▸ **Problem requirements**: Could you copy each line of the listing that holds "築館栗駒公園線"?

▸ **Provided entries**:
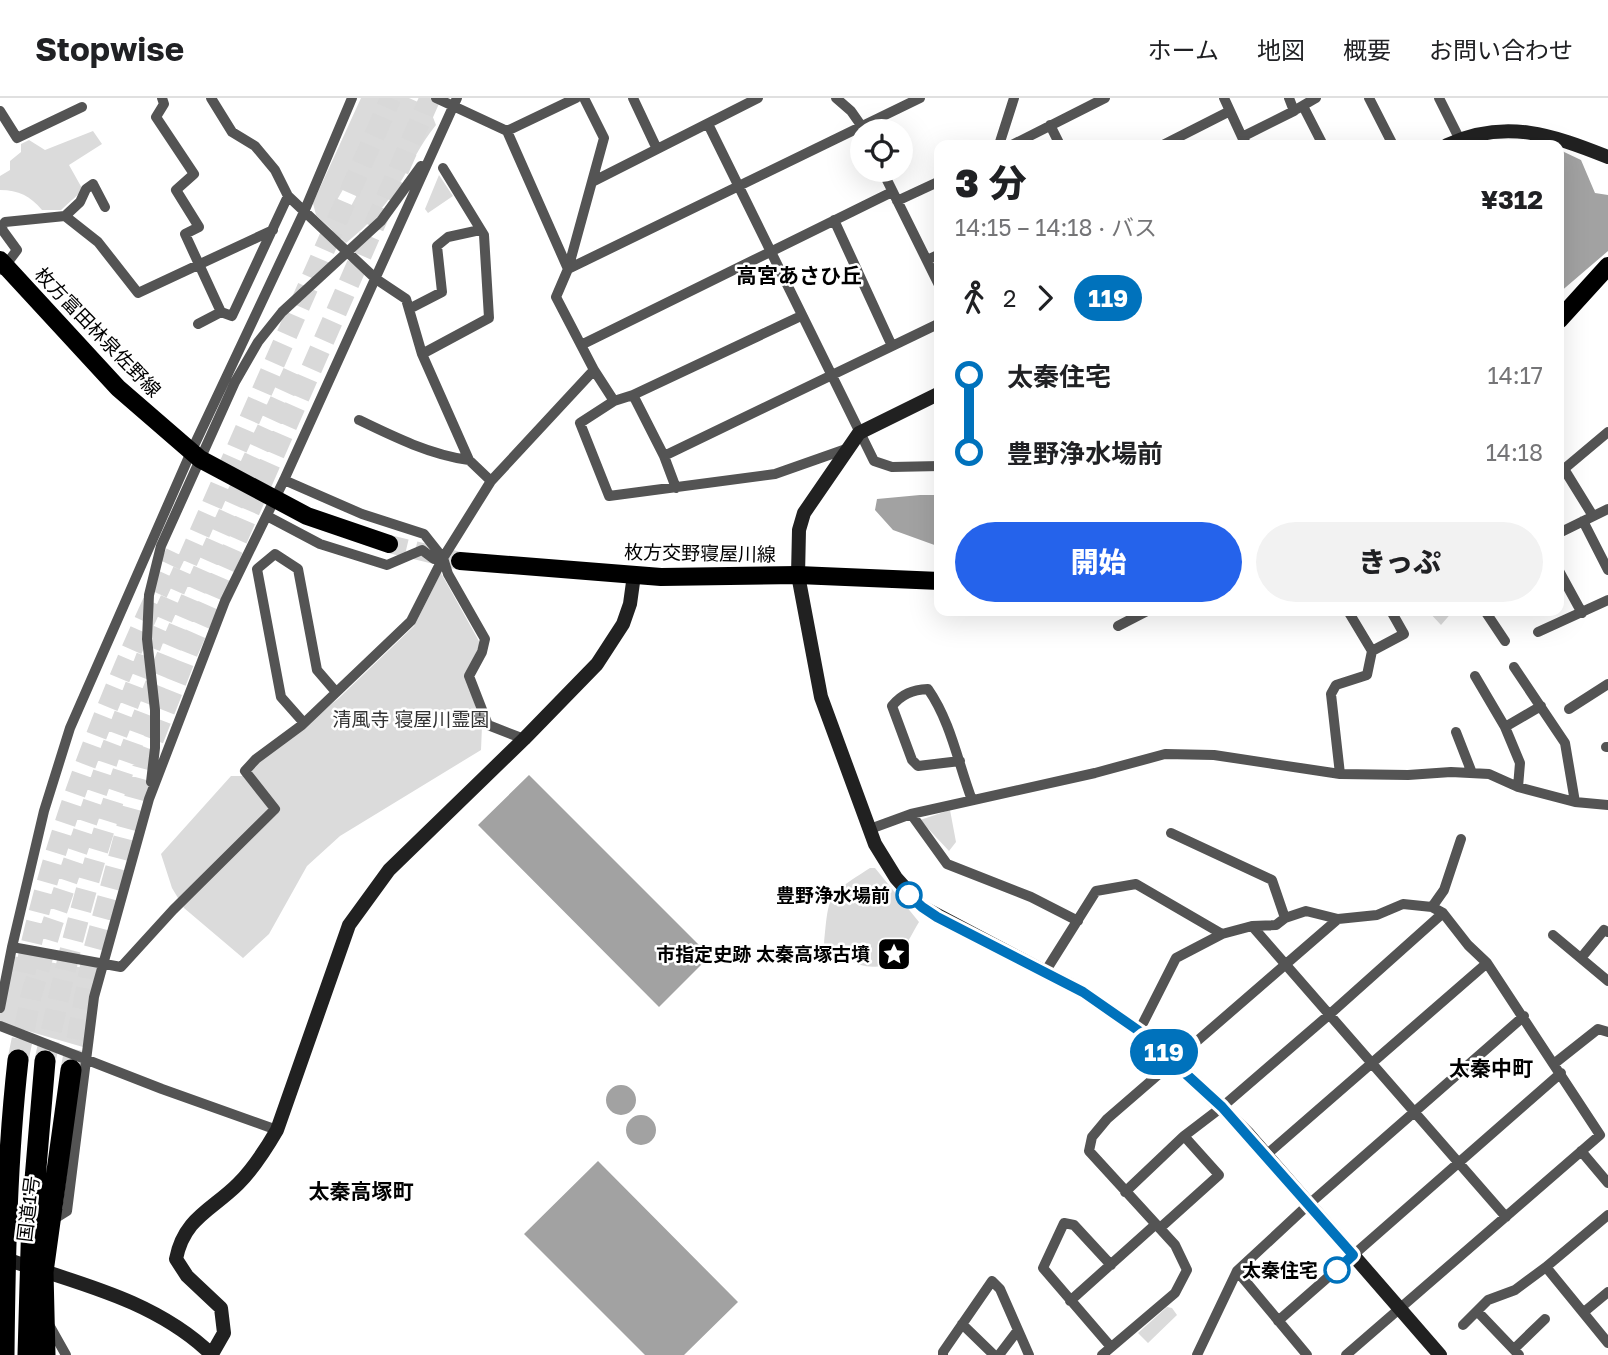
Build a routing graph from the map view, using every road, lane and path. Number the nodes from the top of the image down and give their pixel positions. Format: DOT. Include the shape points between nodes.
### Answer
graph roads {
  1 [pos="162,98"];
  2 [pos="212,98"];
  3 [pos="352,98"];
  4 [pos="436,98"];
  5 [pos="584,98"];
  6 [pos="633,98"];
  7 [pos="758,98"];
  8 [pos="835,98"];
  9 [pos="919,98"];
  10 [pos="1014,98"];
  11 [pos="1105,98"];
  12 [pos="1224,98"];
  13 [pos="1290,98"];
  14 [pos="1316,98"];
  15 [pos="1439,98"];
  16 [pos="570,99"];
  17 [pos="1372,99"];
  18 [pos="1090,101"];
  19 [pos="455,102"];
  20 [pos="82,107"];
  21 [pos="1298,108"];
  22 [pos="0,111"];
  23 [pos="1230,111"];
  24 [pos="857,119"];
  25 [pos="882,119"];
  26 [pos="708,124"];
  27 [pos="1050,125"];
  28 [pos="507,131"];
  29 [pos="850,135"];
  30 [pos="1519,139"];
  31 [pos="1001,140"];
  32 [pos="1022,140"];
  33 [pos="1058,140"];
  34 [pos="1173,140"];
  35 [pos="1244,140"];
  36 [pos="1247,140"];
  37 [pos="1320,140"];
  38 [pos="1391,140"];
  39 [pos="1453,140"];
  40 [pos="1466,140"];
  41 [pos="657,149"];
  42 [pos="430,154"];
  43 [pos="1608,157"];
  44 [pos="443,168"];
  45 [pos="592,182"];
  46 [pos="887,182"];
  47 [pos="934,183"];
  48 [pos="739,187"];
  49 [pos="288,196"];
  50 [pos="894,197"];
  51 [pos="105,207"];
  52 [pos="304,212"];
  53 [pos="65,216"];
  54 [pos="834,220"];
  55 [pos="273,230"];
  56 [pos="480,230"];
  57 [pos="772,250"];
  58 [pos="934,257"];
  59 [pos="927,260"];
  60 [pos="200,264"];
  61 [pos="2,266"];
  62 [pos="1608,266"];
  63 [pos="568,270"];
  64 [pos="934,275"];
  65 [pos="376,279"];
  66 [pos="410,309"];
  67 [pos="221,312"];
  68 [pos="1564,314"];
  69 [pos="801,316"];
  70 [pos="198,324"];
  71 [pos="934,326"];
  72 [pos="581,345"];
  73 [pos="892,346"];
  74 [pos="422,354"];
  75 [pos="594,370"];
  76 [pos="830,375"];
  77 [pos="633,395"];
  78 [pos="934,396"];
  79 [pos="614,401"];
  80 [pos="359,420"];
  81 [pos="1608,432"];
  82 [pos="859,433"];
  83 [pos="846,449"];
  84 [pos="196,455"];
  85 [pos="664,456"];
  86 [pos="469,460"];
  87 [pos="934,466"];
  88 [pos="284,480"];
  89 [pos="491,481"];
  90 [pos="676,488"];
  91 [pos="1608,509"];
  92 [pos="267,516"];
  93 [pos="1588,519"];
  94 [pos="1564,531"];
  95 [pos="389,544"];
  96 [pos="451,559"];
  97 [pos="1608,569"];
  98 [pos="634,575"];
  99 [pos="798,575"];
  100 [pos="1564,580"];
  101 [pos="934,581"];
  102 [pos="1608,600"];
  103 [pos="1582,613"];
  104 [pos="1137,616"];
  105 [pos="1351,616"];
  106 [pos="1394,616"];
  107 [pos="1488,616"];
  108 [pos="1118,626"];
  109 [pos="1538,632"];
  110 [pos="1505,641"];
  111 [pos="1372,651"];
  112 [pos="1514,667"];
  113 [pos="1475,676"];
  114 [pos="1608,684"];
  115 [pos="336,692"];
  116 [pos="1541,706"];
  117 [pos="1569,709"];
  118 [pos="304,723"];
  119 [pos="1505,727"];
  120 [pos="1456,732"];
  121 [pos="524,739"];
  122 [pos="960,761"];
  123 [pos="1472,773"];
  124 [pos="1340,774"];
  125 [pos="1518,786"];
  126 [pos="149,799"];
  127 [pos="972,800"];
  128 [pos="1575,803"];
  129 [pos="1608,804"];
  130 [pos="911,814"];
  131 [pos="870,829"];
  132 [pos="1171,833"];
  133 [pos="1461,839"];
  134 [pos="1432,907"];
  135 [pos="1443,913"];
  136 [pos="1285,918"];
  137 [pos="1338,919"];
  138 [pos="1078,921"];
  139 [pos="1252,926"];
  140 [pos="1608,932"];
  141 [pos="1222,934"];
  142 [pos="1553,935"];
  143 [pos="12,947"];
  144 [pos="1581,958"];
  145 [pos="104,963"];
  146 [pos="1488,963"];
  147 [pos="1286,965"];
  148 [pos="1045,972"];
  149 [pos="1608,981"];
  150 [pos="0,1008"];
  151 [pos="1330,1014"];
  152 [pos="1524,1016"];
  153 [pos="0,1026"];
  154 [pos="1139,1031"];
  155 [pos="1608,1032"];
  156 [pos="45,1061"];
  157 [pos="1175,1062"];
  158 [pos="1372,1063"];
  159 [pos="78,1064"];
  160 [pos="1558,1068"];
  161 [pos="1222,1107"];
  162 [pos="0,1111"];
  163 [pos="1415,1113"];
  164 [pos="276,1130"];
  165 [pos="1184,1136"];
  166 [pos="1581,1152"];
  167 [pos="1266,1155"];
  168 [pos="1457,1162"];
  169 [pos="1607,1179"];
  170 [pos="1125,1192"];
  171 [pos="1308,1205"];
  172 [pos="1608,1215"];
  173 [pos="1506,1217"];
  174 [pos="40,1218"];
  175 [pos="1158,1226"];
  176 [pos="1353,1255"];
  177 [pos="0,1257"];
  178 [pos="1111,1265"];
  179 [pos="1546,1267"];
  180 [pos="1237,1271"];
  181 [pos="43,1272"];
  182 [pos="1608,1292"];
  183 [pos="1070,1301"];
  184 [pos="1399,1308"];
  185 [pos="1477,1311"];
  186 [pos="1584,1312"];
  187 [pos="43,1315"];
  188 [pos="1545,1319"];
  189 [pos="1278,1321"];
  190 [pos="962,1324"];
  191 [pos="1462,1325"];
  192 [pos="1018,1330"];
  193 [pos="1608,1343"];
  194 [pos="1107,1351"];
  195 [pos="1516,1352"];
  196 [pos="4,1355"];
  197 [pos="28,1355"];
  198 [pos="45,1355"];
  199 [pos="66,1355"];
  200 [pos="212,1355"];
  201 [pos="943,1355"];
  202 [pos="996,1355"];
  203 [pos="1029,1355"];
  204 [pos="1198,1355"];
  205 [pos="1307,1355"];
  206 [pos="1346,1355"];
  207 [pos="1440,1355"];
  1 -- 60 [label="street" via="164,104 156,117 194,174 176,190 199,227 185,234"];
  2 -- 49 [label="street" via="232,132 255,146 275,170"];
  3 -- 52 [label="street"];
  4 -- 19 [label="street"];
  5 -- 45 [label="street" via="604,138"];
  6 -- 41 [label="street"];
  7 -- 26 [label="street"];
  8 -- 24 [label="street"];
  9 -- 25 [label="street"];
  10 -- 31 [label="street"];
  11 -- 18 [label="street"];
  12 -- 23 [label="street"];
  13 -- 21 [label="street"];
  14 -- 21 [label="street"];
  15 -- 39 [label="street"];
  16 -- 28 [label="street"];
  17 -- 38 [label="street"];
  18 -- 27 [label="street"];
  19 -- 28 [label="street"];
  19 -- 42 [label="street"];
  20 -- 22 [label="street" via="17,138"];
  21 -- 36 [label="street"];
  21 -- 37 [label="street"];
  23 -- 34 [label="street"];
  23 -- 35 [label="street"];
  26 -- 41 [label="street"];
  26 -- 48 [label="street"];
  27 -- 32 [label="street"];
  27 -- 33 [label="street"];
  28 -- 63 [label="street"];
  29 -- 48 [label="street"];
  30 -- 40 [label="street" via="1504,131"];
  30 -- 43 [label="street" via="1562,138"];
  41 -- 45 [label="street"];
  42 -- 65 [label="street"];
  42 -- 84 [label="street" via="381,221 282,312 258,342"];
  44 -- 56 [label="street"];
  45 -- 63 [label="street"];
  46 -- 50 [label="street"];
  47 -- 50 [label="street"];
  48 -- 57 [label="street"];
  48 -- 63 [label="street"];
  49 -- 52 [label="street"];
  49 -- 55 [label="street"];
  50 -- 54 [label="street"];
  50 -- 59 [label="street"];
  51 -- 53 [label="street" via="93,184"];
  52 -- 65 [label="street"];
  52 -- 84 [label="street"];
  53 -- 60 [label="street" via="98,242 138,293"];
  53 -- 61 [label="street" via="5,222 1,228 17,250"];
  54 -- 57 [label="street"];
  54 -- 73 [label="street"];
  55 -- 60 [label="street"];
  55 -- 67 [label="street" via="232,316"];
  56 -- 66 [label="street" via="448,237 436,246 442,292"];
  56 -- 74 [label="street" via="489,318"];
  57 -- 69 [label="street"];
  57 -- 72 [label="street"];
  58 -- 59 [label="street"];
  59 -- 64 [label="street"];
  60 -- 67 [label="street"];
  61 -- 84 [label="main road, 枚方富田林泉佐野線" via="118,388"];
  62 -- 68 [label="main road"];
  63 -- 72 [label="street" via="556,297"];
  65 -- 66 [label="street" via="406,299"];
  65 -- 88 [label="street"];
  66 -- 74 [label="street"];
  67 -- 70 [label="street"];
  69 -- 76 [label="street"];
  69 -- 77 [label="street"];
  71 -- 73 [label="street"];
  72 -- 75 [label="street"];
  73 -- 76 [label="street"];
  74 -- 86 [label="street"];
  75 -- 79 [label="street"];
  75 -- 89 [label="street"];
  76 -- 82 [label="street"];
  76 -- 85 [label="street"];
  77 -- 79 [label="street"];
  77 -- 85 [label="street"];
  78 -- 82 [label="street"];
  79 -- 90 [label="street" via="580,423 609,496"];
  80 -- 86 [label="street" via="396,438"];
  81 -- 93 [label="street" via="1564,469"];
  82 -- 83 [label="street"];
  82 -- 87 [label="street" via="874,461 892,467"];
  83 -- 90 [label="street" via="775,474"];
  83 -- 99 [label="street" via="804,513 797,548"];
  84 -- 95 [label="main road" via="307,516"];
  84 -- 126 [label="street" via="161,546 149,595 147,639 155,710"];
  84 -- 143 [label="street" via="70,728 44,811"];
  85 -- 90 [label="street"];
  86 -- 89 [label="street"];
  88 -- 92 [label="street"];
  88 -- 96 [label="street" via="362,514 424,534"];
  89 -- 96 [label="street"];
  91 -- 93 [label="street"];
  92 -- 96 [label="street" via="320,544 387,565 422,550 434,559"];
  92 -- 126 [label="street" via="225,601"];
  93 -- 94 [label="street"];
  93 -- 97 [label="street"];
  96 -- 98 [label="main road, 枚方交野寝屋川線"];
  96 -- 115 [label="street" via="411,621"];
  96 -- 121 [label="street" via="448,574 485,639 469,676 488,725"];
  98 -- 99 [label="main road, 枚方交野寝屋川線"];
  98 -- 121 [label="street" via="623,624 597,664"];
  99 -- 101 [label="main road, 枚方交野寝屋川線"];
  99 -- 131 [label="street" via="821,697"];
  100 -- 103 [label="street"];
  102 -- 103 [label="street"];
  103 -- 109 [label="street"];
  104 -- 108 [label="street"];
  105 -- 111 [label="street"];
  106 -- 111 [label="street" via="1404,634"];
  107 -- 110 [label="street"];
  111 -- 124 [label="street" via="1367,675 1336,685 1331,694"];
  112 -- 116 [label="street"];
  113 -- 119 [label="street"];
  114 -- 117 [label="street"];
  115 -- 118 [label="street"];
  115 -- 118 [label="street" via="317,670 298,569 275,555 257,569 281,697"];
  116 -- 119 [label="street"];
  116 -- 128 [label="street" via="1565,743"];
  118 -- 145 [label="street" via="245,771 275,808 121,967"];
  119 -- 125 [label="street" via="1520,762"];
  120 -- 123 [label="street"];
  121 -- 164 [label="street" via="389,870 349,925"];
  122 -- 122 [label="street" via="928,689 899,697 892,706 912,760 918,766"];
  122 -- 127 [label="street"];
  123 -- 124 [label="street"];
  123 -- 125 [label="street" via="1489,774"];
  124 -- 127 [label="street" via="1214,755 1166,754"];
  125 -- 128 [label="street"];
  126 -- 145 [label="street"];
  127 -- 130 [label="street"];
  128 -- 129 [label="street"];
  130 -- 131 [label="street"];
  130 -- 138 [label="street" via="947,864"];
  131 -- 148 [label="street" via="896,878 922,907"];
  132 -- 136 [label="street" via="1272,880"];
  133 -- 134 [label="street" via="1444,890"];
  134 -- 135 [label="street"];
  134 -- 137 [label="street" via="1403,904 1377,915"];
  135 -- 146 [label="street"];
  135 -- 151 [label="street"];
  136 -- 137 [label="street" via="1306,911"];
  136 -- 139 [label="street" via="1276,925"];
  137 -- 147 [label="street"];
  138 -- 141 [label="street" via="1096,891 1136,884"];
  138 -- 148 [label="street"];
  139 -- 141 [label="street"];
  139 -- 147 [label="street"];
  140 -- 144 [label="street" via="1604,930"];
  141 -- 154 [label="street" via="1176,958"];
  142 -- 144 [label="street"];
  143 -- 145 [label="street"];
  143 -- 150 [label="street"];
  144 -- 149 [label="street"];
  145 -- 159 [label="street"];
  146 -- 152 [label="street"];
  146 -- 158 [label="street"];
  147 -- 151 [label="street"];
  147 -- 157 [label="street"];
  148 -- 154 [label="street"];
  151 -- 158 [label="street"];
  151 -- 161 [label="street"];
  152 -- 160 [label="street"];
  152 -- 163 [label="street"];
  153 -- 159 [label="street"];
  154 -- 157 [label="street"];
  155 -- 160 [label="street" via="1598,1029"];
  156 -- 174 [label="highway"];
  157 -- 161 [label="street"];
  157 -- 170 [label="street" via="1107,1119 1093,1138 1089,1151"];
  158 -- 163 [label="street"];
  158 -- 167 [label="street"];
  159 -- 164 [label="street"];
  159 -- 174 [label="highway, 国道1号"];
  160 -- 166 [label="street" via="1600,1135"];
  160 -- 168 [label="street"];
  161 -- 165 [label="street"];
  161 -- 167 [label="street"];
  162 -- 196 [label="highway" via="13,1057"];
  163 -- 168 [label="street"];
  163 -- 171 [label="street"];
  164 -- 200 [label="street" via="238,1184 196,1219 180,1240 176,1259 221,1308 224,1333"];
  165 -- 170 [label="street"];
  165 -- 175 [label="street" via="1219,1175"];
  166 -- 169 [label="street"];
  166 -- 173 [label="street"];
  167 -- 171 [label="street"];
  168 -- 173 [label="street"];
  168 -- 176 [label="street"];
  170 -- 175 [label="street"];
  171 -- 176 [label="street"];
  171 -- 180 [label="street"];
  172 -- 179 [label="street"];
  173 -- 184 [label="street"];
  174 -- 181 [label="highway, 国道1号"];
  174 -- 197 [label="highway"];
  175 -- 178 [label="street"];
  175 -- 194 [label="street" via="1175,1245 1187,1270 1175,1293"];
  176 -- 184 [label="street"];
  176 -- 189 [label="street"];
  177 -- 181 [label="street"];
  178 -- 183 [label="street"];
  178 -- 183 [label="street" via="1074,1225 1064,1223 1043,1268"];
  179 -- 185 [label="street"];
  179 -- 186 [label="street"];
  180 -- 189 [label="street"];
  180 -- 204 [label="street"];
  181 -- 187 [label="highway, 国道1号"];
  181 -- 200 [label="street" via="123,1298 167,1319"];
  182 -- 186 [label="street"];
  183 -- 194 [label="street"];
  184 -- 206 [label="street"];
  184 -- 207 [label="street"];
  185 -- 191 [label="street"];
  185 -- 195 [label="street"];
  186 -- 193 [label="street"];
  187 -- 198 [label="highway, 国道1号"];
  187 -- 199 [label="street"];
  188 -- 195 [label="street"];
  189 -- 205 [label="street"];
  190 -- 192 [label="street" via="992,1282 1000,1289"];
  190 -- 201 [label="street"];
  190 -- 202 [label="street"];
  192 -- 202 [label="street"];
  192 -- 203 [label="street"];
}
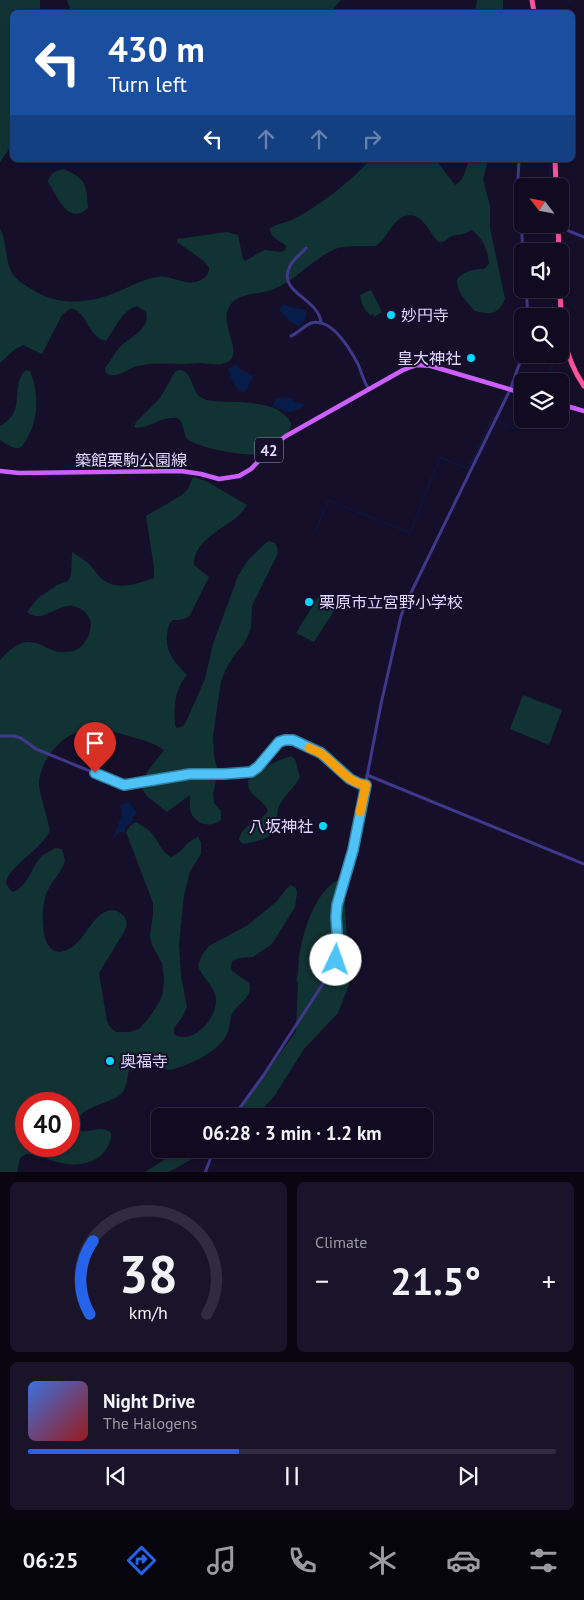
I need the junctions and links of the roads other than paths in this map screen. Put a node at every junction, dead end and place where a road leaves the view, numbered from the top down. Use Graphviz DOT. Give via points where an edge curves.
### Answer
graph roads {
  1 [pos="519,162"];
  2 [pos="555,162"];
  3 [pos="556,178"];
  4 [pos="569,231"];
  5 [pos="584,236"];
  6 [pos="522,243"];
  7 [pos="306,248"];
  8 [pos="561,298"];
  9 [pos="321,322"];
  10 [pos="291,336"];
  11 [pos="520,363"];
  12 [pos="584,386"];
  13 [pos="370,389"];
  14 [pos="510,390"];
  15 [pos="514,391"];
  16 [pos="569,407"];
  17 [pos="584,411"];
  18 [pos="0,471"];
  19 [pos="0,736"];
  20 [pos="367,775"];
  21 [pos="366,785"];
  22 [pos="584,864"];
  23 [pos="240,1108"];
  24 [pos="210,1158"];
  25 [pos="205,1172"];
  1 -- 6 [label="street"];
  2 -- 3 [label="highway"];
  4 -- 5 [label="street"];
  7 -- 9 [label="street" via="290,264 287,278 290,287 315,309"];
  8 -- 12 [label="highway" via="563,338 569,358"];
  9 -- 10 [label="street" via="308,324"];
  9 -- 13 [label="street" via="336,332"];
  11 -- 14 [label="street"];
  13 -- 14 [label="main road, 築館栗駒公園線 / 42" via="403,370 423,365"];
  13 -- 18 [label="main road, 築館栗駒公園線 / 42" via="286,436 246,472 232,478 219,479 181,471"];
  14 -- 15 [label="main road, 築館栗駒公園線 / 42"];
  14 -- 20 [label="street" via="405,605"];
  16 -- 17 [label="main road"];
  19 -- 21 [label="street" via="21,738 36,749 124,785 190,774 251,772 279,742 293,740 321,753 350,779"];
  20 -- 21 [label="street"];
  20 -- 22 [label="street"];
  21 -- 23 [label="street" via="353,850 337,905 336,960"];
  24 -- 25 [label="street"];
}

▸ **Your response**:
  13 -- 14 [label="main road, 築館栗駒公園線 / 42" via="403,370 423,365"];
  13 -- 18 [label="main road, 築館栗駒公園線 / 42" via="286,436 246,472 232,478 219,479 181,471"];
  14 -- 15 [label="main road, 築館栗駒公園線 / 42"];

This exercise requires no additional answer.